Acessing variables from Netcdf from TEMPO satellite
I trying to read vertical_column_troposphere from TEMPO satellite using terra https://search.earthdata.nasa.gov/search?fi=TEMPO&fl=3%2B-%2BGridded%2BObservations&as[instrument][0]=TEMPO
My first try was:
test <- rast(file)
and it give me this message:
Warning message:
[rast] skipped sub-datasets (see 'describe(sds=TRUE)'):
/product/vertical_column_troposphere, /product/vertical_column_troposphere_uncertainty, /product/vertical_column_stratosphere, /product/main_data_quality_flag
, /qa_statistics/num_vertical_column_troposphere_samples, /qa_statistics/min_vertical_column_troposphere_sample, /qa_statistics/max_vertical_column_troposphere_sample
, /qa_statistics/num_vertical_column_troposphere_uncertainty_samples, /qa_statistics/min_vertical_column_troposphere_uncertainty_sample, /qa_statistics/max_vertical_column_troposphere_uncertainty_sample
, /qa_statistics/num_vertical_column_stratosphere_samples, /qa_statistics/min_vertical_column_stratosphere_sample, /qa_statistics/max_vertical_column_stratosphere_sample
, /qa_statistics/num_vertical_column_total_samples, /qa_statistics/min_vertical_column_total_sample, /qa_statistics/max_vertical_column_total_sample
, /geolocation/solar_zenith_angle, /geolocation/viewing_zenith_angle, /geolocation/relative_azim [... truncated]

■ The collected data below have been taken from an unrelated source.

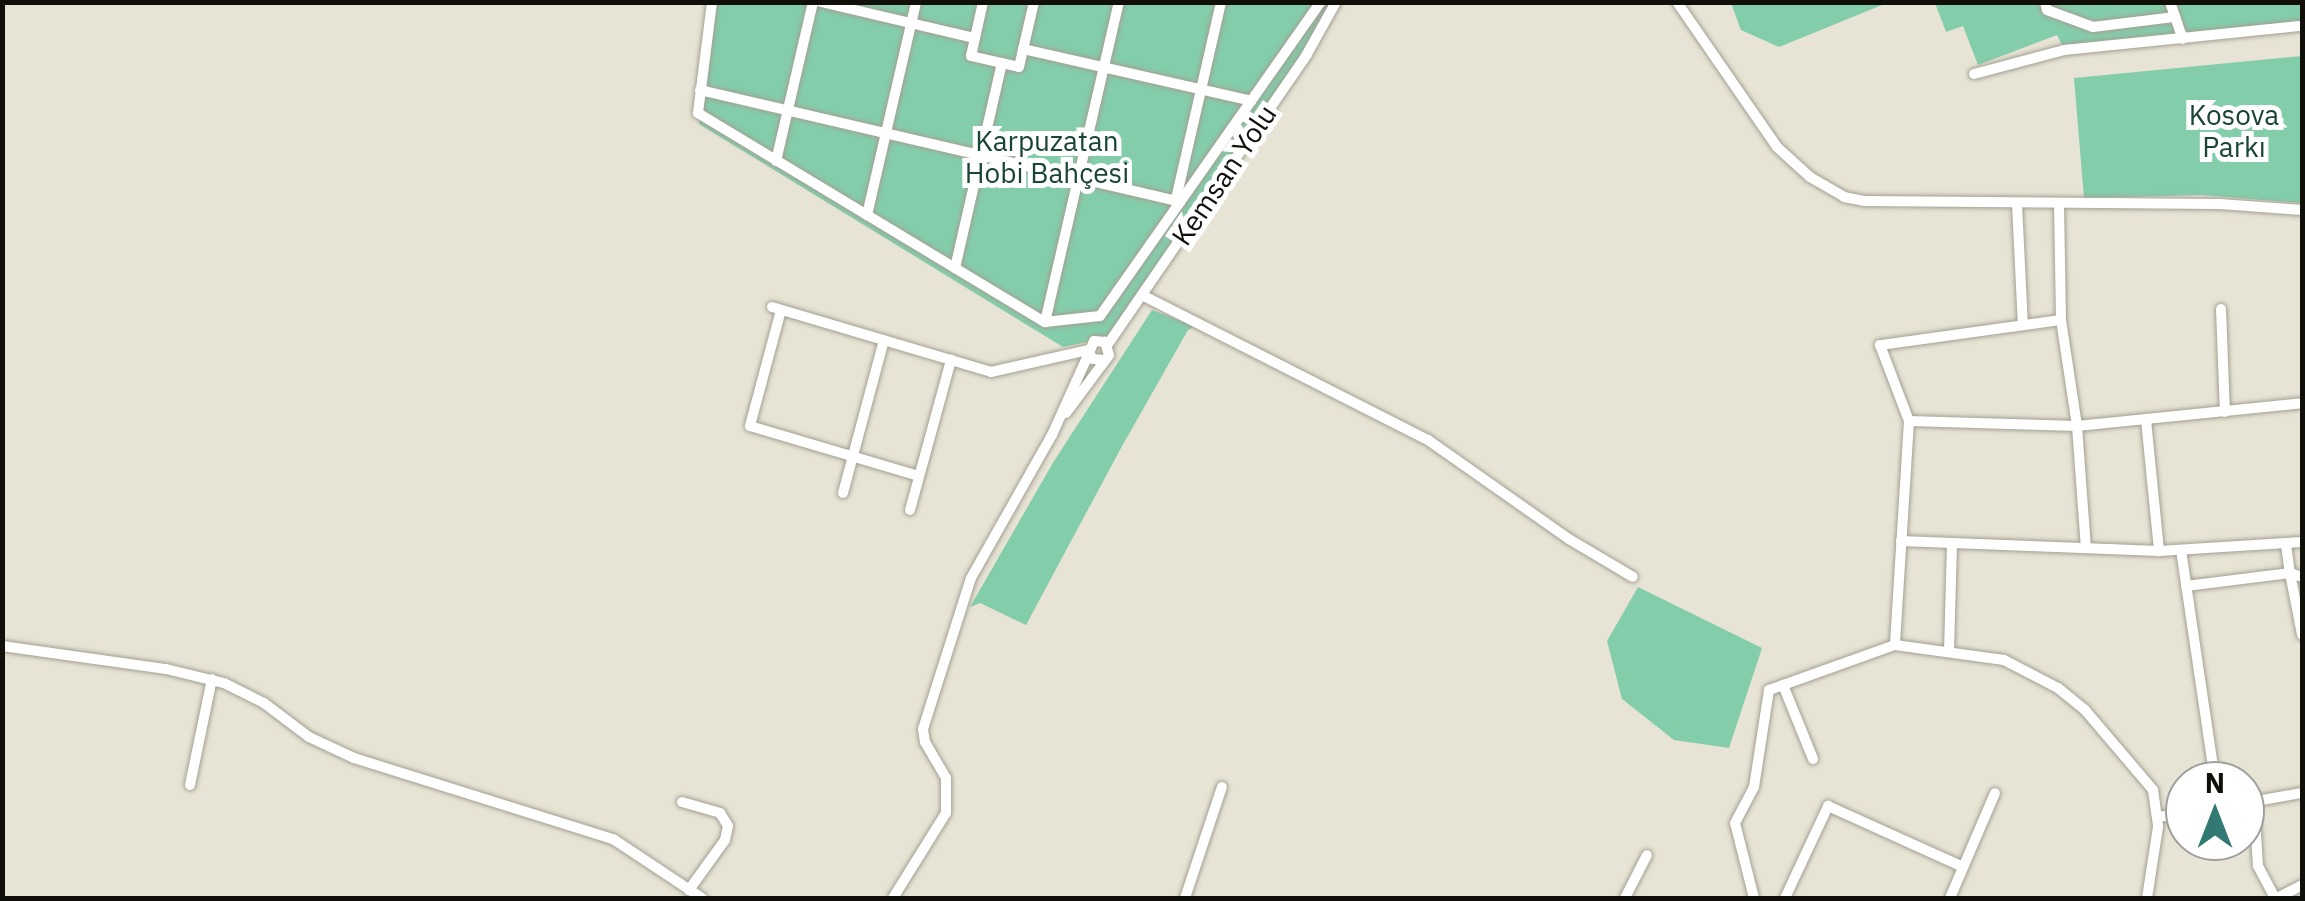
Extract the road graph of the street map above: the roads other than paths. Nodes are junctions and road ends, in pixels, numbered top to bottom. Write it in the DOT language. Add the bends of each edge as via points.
graph roads {
  1 [pos="712,2"];
  2 [pos="813,2"];
  3 [pos="821,2"];
  4 [pos="916,2"];
  5 [pos="983,2"];
  6 [pos="1034,2"];
  7 [pos="1119,2"];
  8 [pos="1222,2"];
  9 [pos="1321,2"];
  10 [pos="1336,2"];
  11 [pos="1677,2"];
  12 [pos="2044,2"];
  13 [pos="2170,2"];
  14 [pos="2175,17"];
  15 [pos="911,23"];
  16 [pos="2302,26"];
  17 [pos="975,38"];
  18 [pos="2183,39"];
  19 [pos="1023,49"];
  20 [pos="1002,63"];
  21 [pos="1104,67"];
  22 [pos="1974,74"];
  23 [pos="700,90"];
  24 [pos="1201,90"];
  25 [pos="1252,101"];
  26 [pos="788,110"];
  27 [pos="886,132"];
  28 [pos="981,154"];
  29 [pos="776,160"];
  30 [pos="1078,177"];
  31 [pos="1178,201"];
  32 [pos="2017,204"];
  33 [pos="2059,204"];
  34 [pos="2302,210"];
  35 [pos="866,215"];
  36 [pos="955,268"];
  37 [pos="1142,295"];
  38 [pos="2221,309"];
  39 [pos="2061,320"];
  40 [pos="1045,322"];
  41 [pos="2022,325"];
  42 [pos="884,340"];
  43 [pos="1108,344"];
  44 [pos="1089,351"];
  45 [pos="951,360"];
  46 [pos="1104,360"];
  47 [pos="2302,404"];
  48 [pos="2225,412"];
  49 [pos="2146,420"];
  50 [pos="1909,421"];
  51 [pos="2077,426"];
  52 [pos="1052,435"];
  53 [pos="853,457"];
  54 [pos="920,476"];
  55 [pos="843,493"];
  56 [pos="910,510"];
  57 [pos="1901,541"];
  58 [pos="2302,542"];
  59 [pos="1952,543"];
  60 [pos="2286,545"];
  61 [pos="2086,548"];
  62 [pos="2181,550"];
  63 [pos="2159,551"];
  64 [pos="2296,575"];
  65 [pos="1633,577"];
  66 [pos="2186,586"];
  67 [pos="2302,635"];
  68 [pos="1895,645"];
  69 [pos="2,646"];
  70 [pos="1949,651"];
  71 [pos="212,679"];
  72 [pos="1783,686"];
  73 [pos="1813,759"];
  74 [pos="2212,761"];
  75 [pos="190,785"];
  76 [pos="1222,788"];
  77 [pos="1995,793"];
  78 [pos="2302,793"];
  79 [pos="2265,799"];
  80 [pos="682,802"];
  81 [pos="2165,817"];
  82 [pos="2158,818"];
  83 [pos="1648,854"];
  84 [pos="2258,861"];
  85 [pos="1964,867"];
  86 [pos="2302,886"];
  87 [pos="689,890"];
  88 [pos="702,898"];
  89 [pos="894,898"];
  90 [pos="1185,898"];
  91 [pos="1624,898"];
  92 [pos="1754,898"];
  93 [pos="1785,898"];
  94 [pos="1950,898"];
  95 [pos="2148,898"];
  96 [pos="2276,898"];
  1 -- 23 [label="street"];
  2 -- 26 [label="street"];
  3 -- 15 [label="street"];
  4 -- 15 [label="street"];
  5 -- 17 [label="street"];
  6 -- 19 [label="street"];
  7 -- 21 [label="street"];
  8 -- 24 [label="street"];
  9 -- 25 [label="street"];
  10 -- 37 [label="street, Kemsan Yolu"];
  11 -- 32 [label="street" via="1768,136 1828,190 1864,201"];
  12 -- 14 [label="street" via="2048,10 2093,27"];
  13 -- 14 [label="street"];
  14 -- 18 [label="street"];
  15 -- 17 [label="street"];
  15 -- 27 [label="street"];
  16 -- 18 [label="street"];
  17 -- 20 [label="street" via="970,56"];
  18 -- 22 [label="street" via="2064,50"];
  19 -- 20 [label="street" via="1019,67"];
  19 -- 21 [label="street"];
  20 -- 28 [label="street"];
  21 -- 24 [label="street"];
  21 -- 30 [label="street"];
  23 -- 26 [label="street"];
  23 -- 29 [label="street" via="698,113"];
  24 -- 25 [label="street"];
  24 -- 31 [label="street"];
  25 -- 31 [label="street"];
  26 -- 27 [label="street"];
  26 -- 29 [label="street"];
  27 -- 28 [label="street"];
  27 -- 35 [label="street"];
  28 -- 30 [label="street"];
  28 -- 36 [label="street"];
  29 -- 35 [label="street"];
  30 -- 31 [label="street"];
  30 -- 40 [label="street"];
  31 -- 40 [label="street" via="1100,316"];
  32 -- 33 [label="street"];
  32 -- 41 [label="street"];
  33 -- 34 [label="street"];
  33 -- 39 [label="street"];
  35 -- 36 [label="street"];
  36 -- 40 [label="street"];
  37 -- 43 [label="street, Kemsan Yolu"];
  37 -- 65 [label="street" via="1428,440"];
  38 -- 48 [label="street"];
  39 -- 41 [label="street"];
  39 -- 51 [label="street"];
  41 -- 50 [label="street" via="1880,345"];
  42 -- 45 [label="street"];
  42 -- 53 [label="street"];
  42 -- 53 [label="street" via="776,308 750,426"];
  43 -- 44 [label="street" via="1094,341"];
  43 -- 46 [label="street"];
  44 -- 45 [label="street" via="991,372"];
  44 -- 46 [label="street"];
  44 -- 52 [label="street"];
  45 -- 54 [label="street"];
  46 -- 52 [label="street"];
  47 -- 48 [label="street"];
  48 -- 49 [label="street"];
  49 -- 51 [label="street"];
  49 -- 63 [label="street"];
  50 -- 51 [label="street"];
  50 -- 57 [label="street"];
  51 -- 61 [label="street"];
  52 -- 89 [label="street" via="971,578 923,730 946,778 946,813"];
  53 -- 54 [label="street"];
  53 -- 55 [label="street"];
  54 -- 56 [label="street"];
  57 -- 59 [label="street"];
  57 -- 68 [label="street"];
  58 -- 60 [label="street"];
  59 -- 61 [label="street"];
  59 -- 70 [label="street"];
  60 -- 62 [label="street"];
  60 -- 64 [label="street"];
  61 -- 63 [label="street"];
  62 -- 63 [label="street"];
  62 -- 66 [label="street"];
  64 -- 66 [label="street"];
  64 -- 67 [label="street"];
  66 -- 74 [label="street"];
  68 -- 70 [label="street"];
  68 -- 72 [label="street"];
  69 -- 71 [label="street"];
  70 -- 82 [label="street" via="2016,665 2076,702 2152,790"];
  71 -- 75 [label="street"];
  71 -- 87 [label="street" via="354,758 612,839"];
  72 -- 73 [label="street"];
  72 -- 92 [label="street" via="1768,690 1754,787 1735,822"];
  76 -- 90 [label="street"];
  77 -- 85 [label="street"];
  78 -- 79 [label="street"];
  80 -- 87 [label="street" via="720,813 728,826"];
  81 -- 82 [label="street"];
  82 -- 95 [label="street"];
  83 -- 91 [label="street"];
  84 -- 96 [label="street"];
  85 -- 93 [label="street" via="1828,806"];
  85 -- 94 [label="street"];
  86 -- 96 [label="street"];
  87 -- 88 [label="street"];
}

The SpatRaster is fine (expected projection and extend)
class : SpatRaster
dimensions : 2950, 7750, 1 (nrow, ncol, nlyr)
resolution : 0.02, 0.02 (x, y)
extent : -168, -13, 14, 73 (xmin, xmax, ymin, ymax)
coord. ref. : lon/lat WGS 84 (CRS84) (OGC:CRS84)
source : TEMPO_NO2_L3_V03_20250327T164955Z_S016.nc:weight
varname : weight (sum of area weights)
name : weight
unit : km^2
my next try is to read a different variable
test <- rast(file, "/product/vertical_column_troposphere")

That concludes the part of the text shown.